È passato esattamente mezzo secolo dal 1968. La società italiana è molto diversa da allora. I giovani stessi sono molto diversi. Le nuove generazioni sembrano oggi una forza debole, poco attiva e poco coinvolta nei processi di cambiamento del Paese. Manca la spinta catalizzatrice dei grandi ideali. Manca la visione positiva del futuro. Manca il peso demografico crescente dei giovani. Rimane però vero che in ogni tempo le nuove generazioni sono l’energia principale per dare direzione positiva al cambiamento. Questo è ancora più vero in un paese che invecchia e in un secolo che propone grandi mutamenti e continue sfide.

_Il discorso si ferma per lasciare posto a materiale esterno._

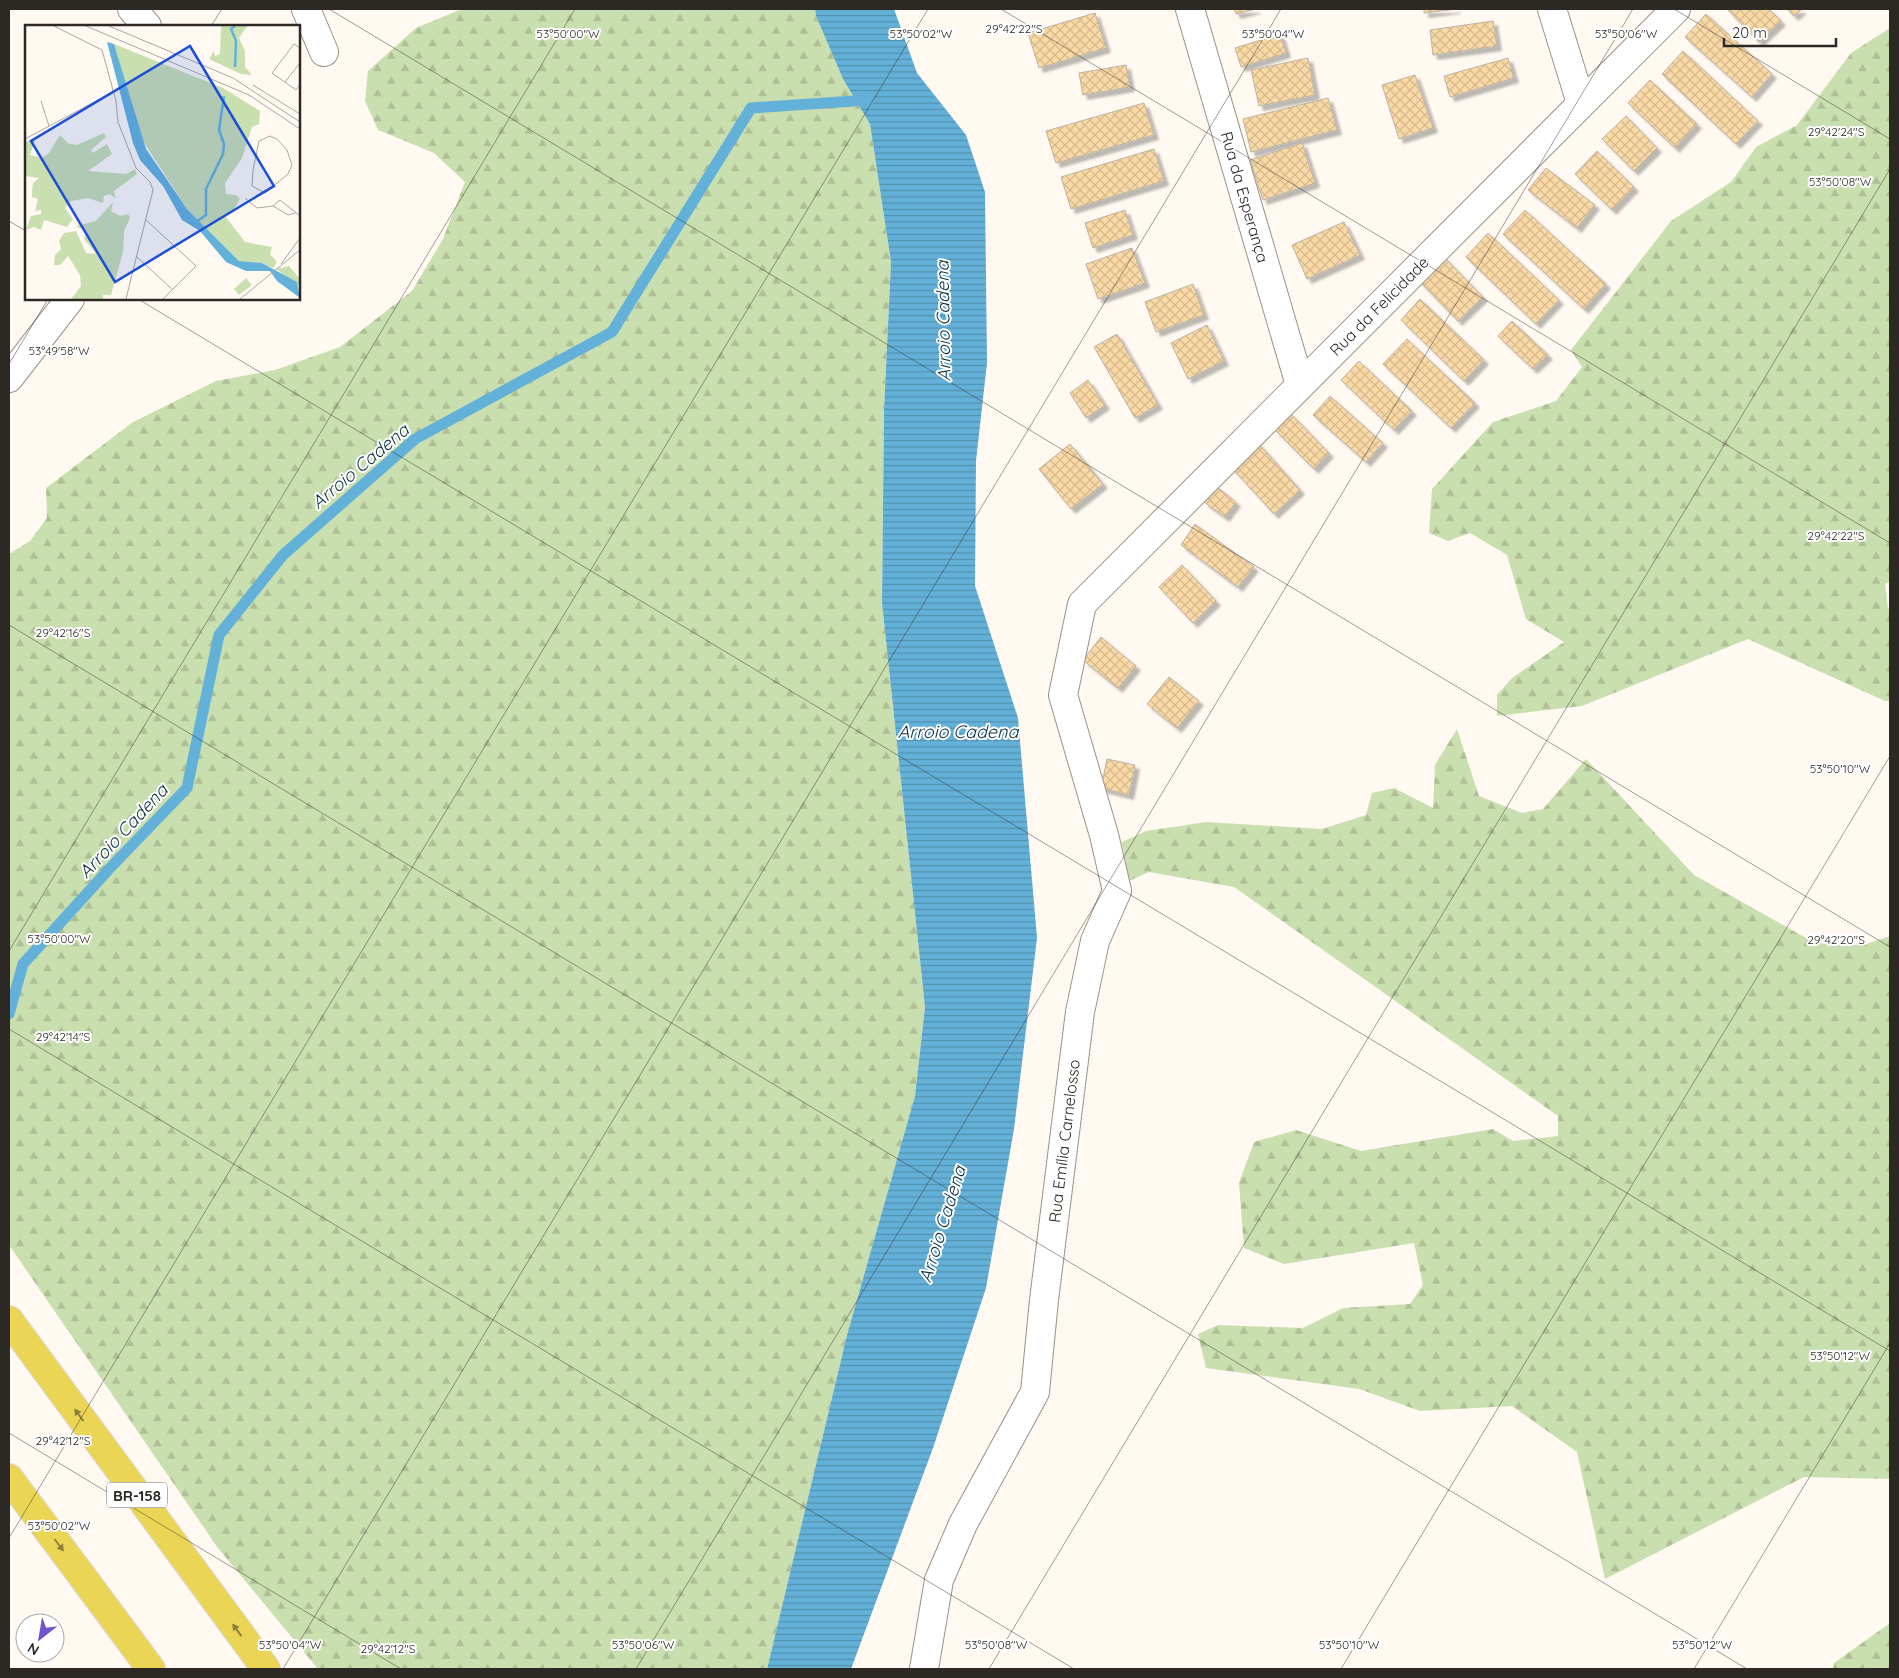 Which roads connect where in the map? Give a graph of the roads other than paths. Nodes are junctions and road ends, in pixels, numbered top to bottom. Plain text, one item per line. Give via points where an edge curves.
1 (132, 9) edge
2 (306, 9) edge
3 (1190, 9) edge
4 (1552, 9) edge
5 (1676, 9) edge
6 (146, 25) edge
7 (324, 52) dead end
8 (1581, 103) junction
9 (69, 300) edge
10 (9, 378) edge
11 (1300, 385) junction
12 (1082, 604) joint
13 (9, 1320) edge
14 (9, 1478) edge
15 (151, 1669) edge
16 (266, 1669) edge
17 (924, 1669) edge

1 - 6 street
2 - 7 street
3 - 11 street, Rua da Esperança
4 - 8 street
5 - 8 street, Rua da Felicidade
8 - 11 street, Rua da Felicidade
9 - 10 street
11 - 12 street, Rua da Felicidade
12 - 17 street, Rua Emília Carnelosso via 1063,695 1117,891 1095,941 1080,1012 1035,1392 963,1524 939,1580
16 -> 13 highway, BR-158
14 -> 15 highway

Da un lato l’Italia ha quindi bisogno di giovani più di quanto non riesca a dimostrare. D’altro lato i giovani stessi hanno bisogno di mettersi alla prova e di produrre un proprio impatto nella realtà che li circonda più di quanto riescano nei fatti ad esprimere. Domanda e offerta di partecipazione sociale e politica fanno però fatica a stimolarsi al rialzo in Italia. Se i giovani fossero disinteressati e individualisti – come vengono spesso ritratti da indagini occasionali con chiavi di lettura superficiali – ci sarebbe ben poco da fare. Esiste, invece, un’ampia attenzione verso temi collettivi (come la giustizia sociale, le diseguaglianze, l’ambiente, il riconoscimento del merito), ma anche una disponibilità ad operare per il bene comune non inferiore né alle generazioni precedenti e né ai coetanei degli altri paesi.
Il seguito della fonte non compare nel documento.